* **Exercise objective**
Throughout the records below, find each line holding "Arnoult" and copy it.
(Supplied records)
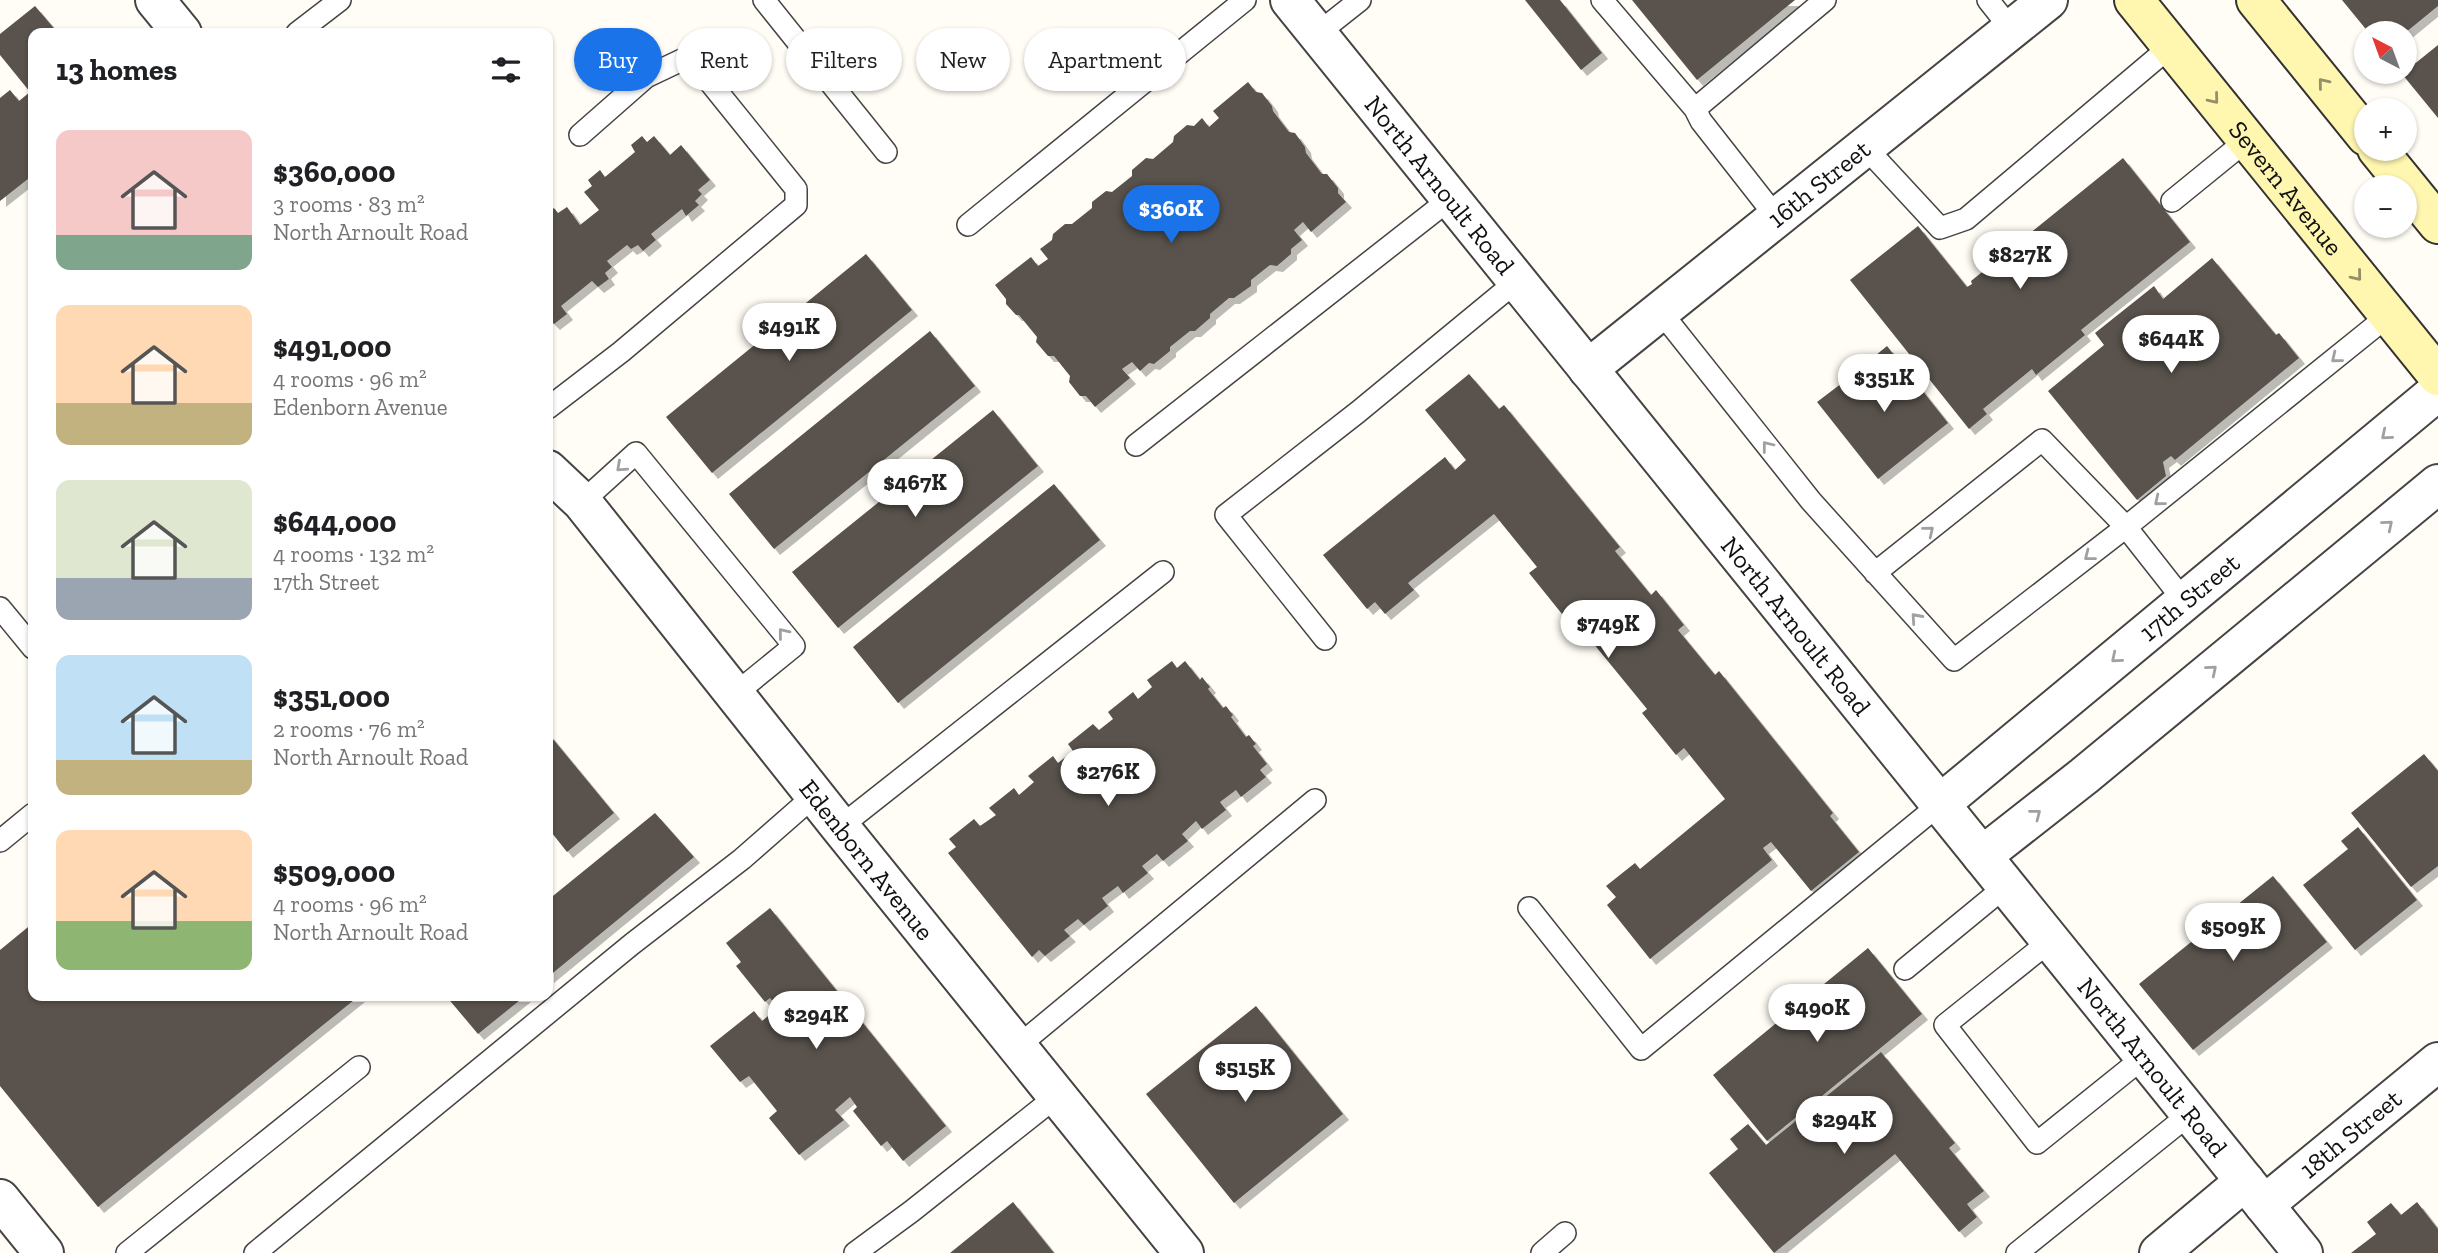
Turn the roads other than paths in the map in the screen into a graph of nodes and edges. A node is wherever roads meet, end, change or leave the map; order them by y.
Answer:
1 (155, 0) edge
2 (340, 0) edge
3 (764, 0) edge
4 (1245, 0) edge
5 (1290, 0) edge
6 (1360, 0) edge
7 (1602, 0) edge
8 (1825, 0) edge
9 (1988, 0) edge
10 (2048, 0) edge
11 (2134, 0) edge
12 (2256, 0) edge
13 (178, 28) edge
14 (304, 28) edge
15 (2011, 29) junction
16 (1317, 34) junction
17 (2171, 46) junction
18 (1695, 109) junction
19 (2354, 121) edge
20 (580, 135) dead end
21 (2247, 140) junction
22 (1864, 147) junction
23 (886, 152) dead end
24 (2387, 161) edge
25 (1450, 198) junction
26 (2172, 201) dead end
27 (1777, 218) junction
28 (2438, 224) edge
29 (968, 225) dead end
30 (1517, 281) junction
31 (1660, 311) junction
32 (2389, 315) junction
33 (1588, 369) junction
34 (2438, 376) edge
35 (2438, 391) edge
36 (553, 404) edge
37 (1136, 445) dead end
38 (553, 475) edge
39 (2438, 484) edge
40 (582, 502) junction
41 (2126, 527) junction
42 (1163, 572) dead end
43 (1875, 573) junction
44 (2185, 601) junction
45 (0, 608) edge
46 (1325, 639) dead end
47 (28, 642) edge
48 (735, 694) junction
49 (815, 795) junction
50 (1315, 800) dead end
51 (1940, 804) junction
52 (28, 818) edge
53 (840, 827) junction
54 (0, 841) edge
55 (1982, 856) junction
56 (2006, 886) junction
57 (1529, 908) dead end
58 (2050, 941) junction
59 (1905, 969) dead end
60 (1017, 1047) junction
61 (2144, 1057) junction
62 (2438, 1062) edge
63 (359, 1067) dead end
64 (1057, 1096) junction
65 (2191, 1113) junction
66 (2255, 1193) junction
67 (0, 1199) edge
68 (1565, 1233) dead end
69 (44, 1253) edge
70 (127, 1253) edge
71 (255, 1253) edge
72 (855, 1253) edge
73 (1184, 1253) edge
74 (1542, 1253) edge
75 (2017, 1253) edge
76 (2159, 1253) edge
77 (2303, 1253) edge

1 - 13 street
2 - 14 lane
3 - 23 lane
4 - 29 lane
5 - 16 street, North Arnoult Road
6 - 16 lane
7 - 18 lane
8 - 18 lane
9 - 15 lane
10 - 15 street, 16th Street
11 - 17 street, Severn Avenue
19 -> 12 street
15 - 22 street, 16th Street
16 - 25 street, North Arnoult Road
17 -> 21 street, Severn Avenue
17 - 22 lane
18 - 27 lane
20 - 36 lane
21 - 26 lane
21 -> 32 street, Severn Avenue
22 - 27 street, 16th Street
24 - 28 street
25 - 30 street, North Arnoult Road
25 - 37 lane
27 - 31 street, 16th Street
30 - 33 street, North Arnoult Road
30 - 46 lane
31 - 33 street, 16th Street
43 -> 31 lane
32 - 34 street, Severn Avenue
32 -> 41 lane
33 - 51 street, North Arnoult Road
35 -> 44 street, 17th Street
38 - 40 street, Edenborn Avenue
55 -> 39 street
40 - 48 street, Edenborn Avenue
48 -> 40 lane
43 -> 41 lane
41 -> 43 lane
41 - 44 lane
42 - 53 lane
44 -> 51 street, 17th Street
45 - 47 lane
48 - 49 street, Edenborn Avenue
49 - 53 street, Edenborn Avenue
49 - 71 lane
50 - 60 lane
51 - 55 street, North Arnoult Road
51 - 57 lane
52 - 54 lane
53 - 60 street, Edenborn Avenue
55 - 56 street, North Arnoult Road
56 - 58 street, North Arnoult Road
56 - 59 lane
58 - 61 street, North Arnoult Road
58 - 61 lane
60 - 64 street, Edenborn Avenue
61 - 65 street, North Arnoult Road
62 - 66 street, 18th Street
63 - 70 lane
64 - 72 lane
64 - 73 street, Edenborn Avenue
65 - 66 street, North Arnoult Road
65 - 75 lane
66 - 76 street, 18th Street
66 - 77 street, North Arnoult Road
67 - 69 street
68 - 74 lane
(End Supplied records)
* **Problem solution**
5 - 16 street, North Arnoult Road
16 - 25 street, North Arnoult Road
25 - 30 street, North Arnoult Road
30 - 33 street, North Arnoult Road
33 - 51 street, North Arnoult Road
51 - 55 street, North Arnoult Road
55 - 56 street, North Arnoult Road
56 - 58 street, North Arnoult Road
58 - 61 street, North Arnoult Road
61 - 65 street, North Arnoult Road
65 - 66 street, North Arnoult Road
66 - 77 street, North Arnoult Road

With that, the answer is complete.